▸ What this task involves:
Set down all of the entries below word for word, with the pictures left out.

▸ Task data:
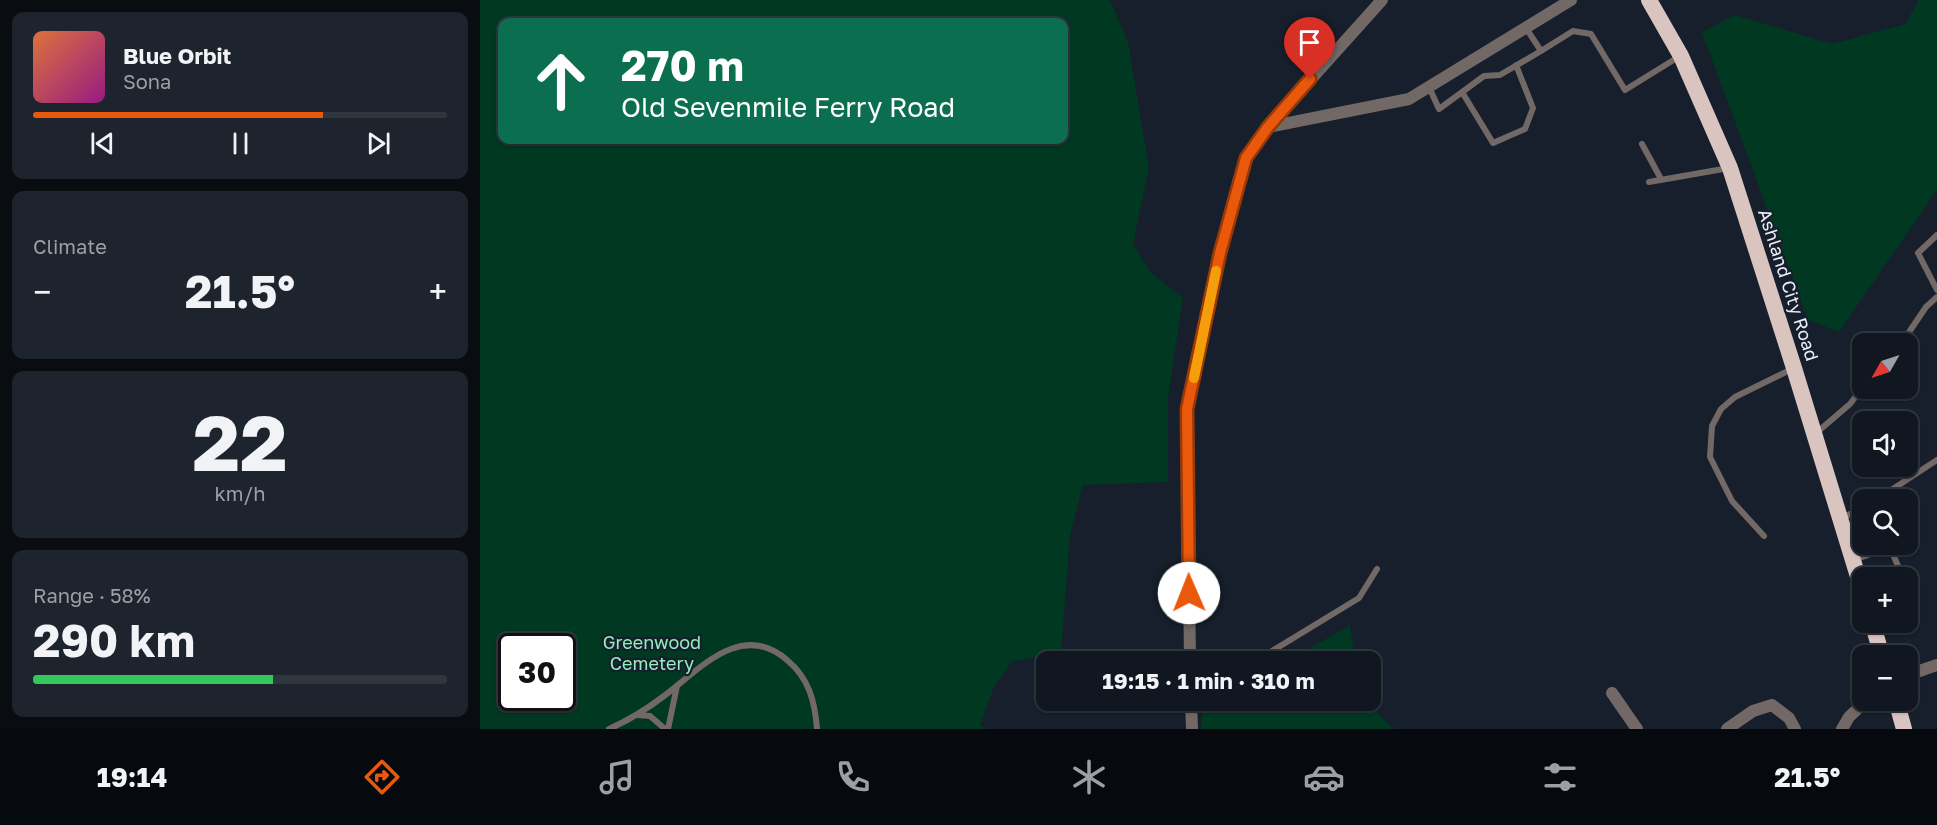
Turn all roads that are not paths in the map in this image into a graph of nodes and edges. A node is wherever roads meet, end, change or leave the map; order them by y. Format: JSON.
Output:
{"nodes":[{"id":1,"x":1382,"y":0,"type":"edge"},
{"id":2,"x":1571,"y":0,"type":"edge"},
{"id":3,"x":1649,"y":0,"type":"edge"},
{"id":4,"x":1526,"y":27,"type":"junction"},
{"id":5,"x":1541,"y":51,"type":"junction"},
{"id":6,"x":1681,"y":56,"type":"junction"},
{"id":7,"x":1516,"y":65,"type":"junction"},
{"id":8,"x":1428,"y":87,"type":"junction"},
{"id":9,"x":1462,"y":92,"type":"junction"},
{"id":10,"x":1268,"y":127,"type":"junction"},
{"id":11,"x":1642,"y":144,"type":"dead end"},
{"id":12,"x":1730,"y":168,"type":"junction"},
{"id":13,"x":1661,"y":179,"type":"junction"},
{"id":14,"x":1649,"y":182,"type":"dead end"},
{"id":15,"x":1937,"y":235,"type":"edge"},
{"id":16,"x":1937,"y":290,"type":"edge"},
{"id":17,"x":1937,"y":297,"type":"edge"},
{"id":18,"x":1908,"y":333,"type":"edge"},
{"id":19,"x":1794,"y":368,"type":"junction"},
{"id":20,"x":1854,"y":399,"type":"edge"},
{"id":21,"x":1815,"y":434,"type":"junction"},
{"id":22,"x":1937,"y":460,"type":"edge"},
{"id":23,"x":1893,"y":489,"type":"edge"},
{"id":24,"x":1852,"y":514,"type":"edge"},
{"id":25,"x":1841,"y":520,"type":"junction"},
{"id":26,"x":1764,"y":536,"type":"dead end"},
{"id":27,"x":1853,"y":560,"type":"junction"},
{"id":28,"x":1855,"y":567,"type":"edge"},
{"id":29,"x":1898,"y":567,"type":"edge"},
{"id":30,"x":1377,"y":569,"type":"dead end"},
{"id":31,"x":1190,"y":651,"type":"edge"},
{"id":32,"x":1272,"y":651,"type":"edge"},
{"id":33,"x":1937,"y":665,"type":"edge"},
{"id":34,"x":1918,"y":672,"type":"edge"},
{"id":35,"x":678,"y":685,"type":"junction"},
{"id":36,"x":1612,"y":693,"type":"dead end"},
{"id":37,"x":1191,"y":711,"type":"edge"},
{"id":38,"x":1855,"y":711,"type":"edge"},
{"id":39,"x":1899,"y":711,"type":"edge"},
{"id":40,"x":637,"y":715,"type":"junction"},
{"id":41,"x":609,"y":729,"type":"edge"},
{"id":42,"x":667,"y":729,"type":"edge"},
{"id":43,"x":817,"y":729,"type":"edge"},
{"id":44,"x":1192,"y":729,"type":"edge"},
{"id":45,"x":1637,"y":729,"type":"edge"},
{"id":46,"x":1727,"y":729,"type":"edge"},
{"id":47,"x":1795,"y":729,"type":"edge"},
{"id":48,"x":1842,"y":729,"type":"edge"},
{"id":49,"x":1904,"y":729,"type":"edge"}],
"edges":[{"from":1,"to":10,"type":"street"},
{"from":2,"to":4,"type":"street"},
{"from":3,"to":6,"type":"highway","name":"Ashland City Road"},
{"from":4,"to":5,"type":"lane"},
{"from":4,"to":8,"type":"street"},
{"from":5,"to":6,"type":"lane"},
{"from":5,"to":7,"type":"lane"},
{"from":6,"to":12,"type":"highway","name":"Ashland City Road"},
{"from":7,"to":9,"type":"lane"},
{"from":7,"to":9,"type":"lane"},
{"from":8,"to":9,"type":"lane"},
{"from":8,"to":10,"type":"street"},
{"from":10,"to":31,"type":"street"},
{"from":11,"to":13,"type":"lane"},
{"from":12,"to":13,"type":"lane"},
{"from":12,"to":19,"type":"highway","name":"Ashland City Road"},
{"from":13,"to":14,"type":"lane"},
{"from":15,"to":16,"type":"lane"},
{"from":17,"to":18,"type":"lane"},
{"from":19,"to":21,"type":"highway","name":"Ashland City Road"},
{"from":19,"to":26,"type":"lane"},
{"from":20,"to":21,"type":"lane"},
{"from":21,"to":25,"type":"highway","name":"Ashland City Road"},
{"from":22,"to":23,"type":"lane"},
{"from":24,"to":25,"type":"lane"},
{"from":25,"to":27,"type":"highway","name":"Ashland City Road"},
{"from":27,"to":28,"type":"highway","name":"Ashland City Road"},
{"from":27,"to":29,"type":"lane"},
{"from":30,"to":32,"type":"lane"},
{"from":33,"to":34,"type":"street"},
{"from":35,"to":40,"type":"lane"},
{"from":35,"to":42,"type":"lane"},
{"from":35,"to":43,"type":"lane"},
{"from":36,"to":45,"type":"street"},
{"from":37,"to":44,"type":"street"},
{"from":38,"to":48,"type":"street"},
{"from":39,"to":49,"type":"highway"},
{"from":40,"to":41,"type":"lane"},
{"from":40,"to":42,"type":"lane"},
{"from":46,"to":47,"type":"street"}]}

▸ Completed exercise:
Turn all roads that are not paths in the map in this image into a graph of nodes and edges. A node is wherever roads meet, end, change or leave the map; order them by y. Format: JSON.
Output:
{"nodes":[{"id":1,"x":1382,"y":0,"type":"edge"},
{"id":2,"x":1571,"y":0,"type":"edge"},
{"id":3,"x":1649,"y":0,"type":"edge"},
{"id":4,"x":1526,"y":27,"type":"junction"},
{"id":5,"x":1541,"y":51,"type":"junction"},
{"id":6,"x":1681,"y":56,"type":"junction"},
{"id":7,"x":1516,"y":65,"type":"junction"},
{"id":8,"x":1428,"y":87,"type":"junction"},
{"id":9,"x":1462,"y":92,"type":"junction"},
{"id":10,"x":1268,"y":127,"type":"junction"},
{"id":11,"x":1642,"y":144,"type":"dead end"},
{"id":12,"x":1730,"y":168,"type":"junction"},
{"id":13,"x":1661,"y":179,"type":"junction"},
{"id":14,"x":1649,"y":182,"type":"dead end"},
{"id":15,"x":1937,"y":235,"type":"edge"},
{"id":16,"x":1937,"y":290,"type":"edge"},
{"id":17,"x":1937,"y":297,"type":"edge"},
{"id":18,"x":1908,"y":333,"type":"edge"},
{"id":19,"x":1794,"y":368,"type":"junction"},
{"id":20,"x":1854,"y":399,"type":"edge"},
{"id":21,"x":1815,"y":434,"type":"junction"},
{"id":22,"x":1937,"y":460,"type":"edge"},
{"id":23,"x":1893,"y":489,"type":"edge"},
{"id":24,"x":1852,"y":514,"type":"edge"},
{"id":25,"x":1841,"y":520,"type":"junction"},
{"id":26,"x":1764,"y":536,"type":"dead end"},
{"id":27,"x":1853,"y":560,"type":"junction"},
{"id":28,"x":1855,"y":567,"type":"edge"},
{"id":29,"x":1898,"y":567,"type":"edge"},
{"id":30,"x":1377,"y":569,"type":"dead end"},
{"id":31,"x":1190,"y":651,"type":"edge"},
{"id":32,"x":1272,"y":651,"type":"edge"},
{"id":33,"x":1937,"y":665,"type":"edge"},
{"id":34,"x":1918,"y":672,"type":"edge"},
{"id":35,"x":678,"y":685,"type":"junction"},
{"id":36,"x":1612,"y":693,"type":"dead end"},
{"id":37,"x":1191,"y":711,"type":"edge"},
{"id":38,"x":1855,"y":711,"type":"edge"},
{"id":39,"x":1899,"y":711,"type":"edge"},
{"id":40,"x":637,"y":715,"type":"junction"},
{"id":41,"x":609,"y":729,"type":"edge"},
{"id":42,"x":667,"y":729,"type":"edge"},
{"id":43,"x":817,"y":729,"type":"edge"},
{"id":44,"x":1192,"y":729,"type":"edge"},
{"id":45,"x":1637,"y":729,"type":"edge"},
{"id":46,"x":1727,"y":729,"type":"edge"},
{"id":47,"x":1795,"y":729,"type":"edge"},
{"id":48,"x":1842,"y":729,"type":"edge"},
{"id":49,"x":1904,"y":729,"type":"edge"}],
"edges":[{"from":1,"to":10,"type":"street"},
{"from":2,"to":4,"type":"street"},
{"from":3,"to":6,"type":"highway","name":"Ashland City Road"},
{"from":4,"to":5,"type":"lane"},
{"from":4,"to":8,"type":"street"},
{"from":5,"to":6,"type":"lane"},
{"from":5,"to":7,"type":"lane"},
{"from":6,"to":12,"type":"highway","name":"Ashland City Road"},
{"from":7,"to":9,"type":"lane"},
{"from":7,"to":9,"type":"lane"},
{"from":8,"to":9,"type":"lane"},
{"from":8,"to":10,"type":"street"},
{"from":10,"to":31,"type":"street"},
{"from":11,"to":13,"type":"lane"},
{"from":12,"to":13,"type":"lane"},
{"from":12,"to":19,"type":"highway","name":"Ashland City Road"},
{"from":13,"to":14,"type":"lane"},
{"from":15,"to":16,"type":"lane"},
{"from":17,"to":18,"type":"lane"},
{"from":19,"to":21,"type":"highway","name":"Ashland City Road"},
{"from":19,"to":26,"type":"lane"},
{"from":20,"to":21,"type":"lane"},
{"from":21,"to":25,"type":"highway","name":"Ashland City Road"},
{"from":22,"to":23,"type":"lane"},
{"from":24,"to":25,"type":"lane"},
{"from":25,"to":27,"type":"highway","name":"Ashland City Road"},
{"from":27,"to":28,"type":"highway","name":"Ashland City Road"},
{"from":27,"to":29,"type":"lane"},
{"from":30,"to":32,"type":"lane"},
{"from":33,"to":34,"type":"street"},
{"from":35,"to":40,"type":"lane"},
{"from":35,"to":42,"type":"lane"},
{"from":35,"to":43,"type":"lane"},
{"from":36,"to":45,"type":"street"},
{"from":37,"to":44,"type":"street"},
{"from":38,"to":48,"type":"street"},
{"from":39,"to":49,"type":"highway"},
{"from":40,"to":41,"type":"lane"},
{"from":40,"to":42,"type":"lane"},
{"from":46,"to":47,"type":"street"}]}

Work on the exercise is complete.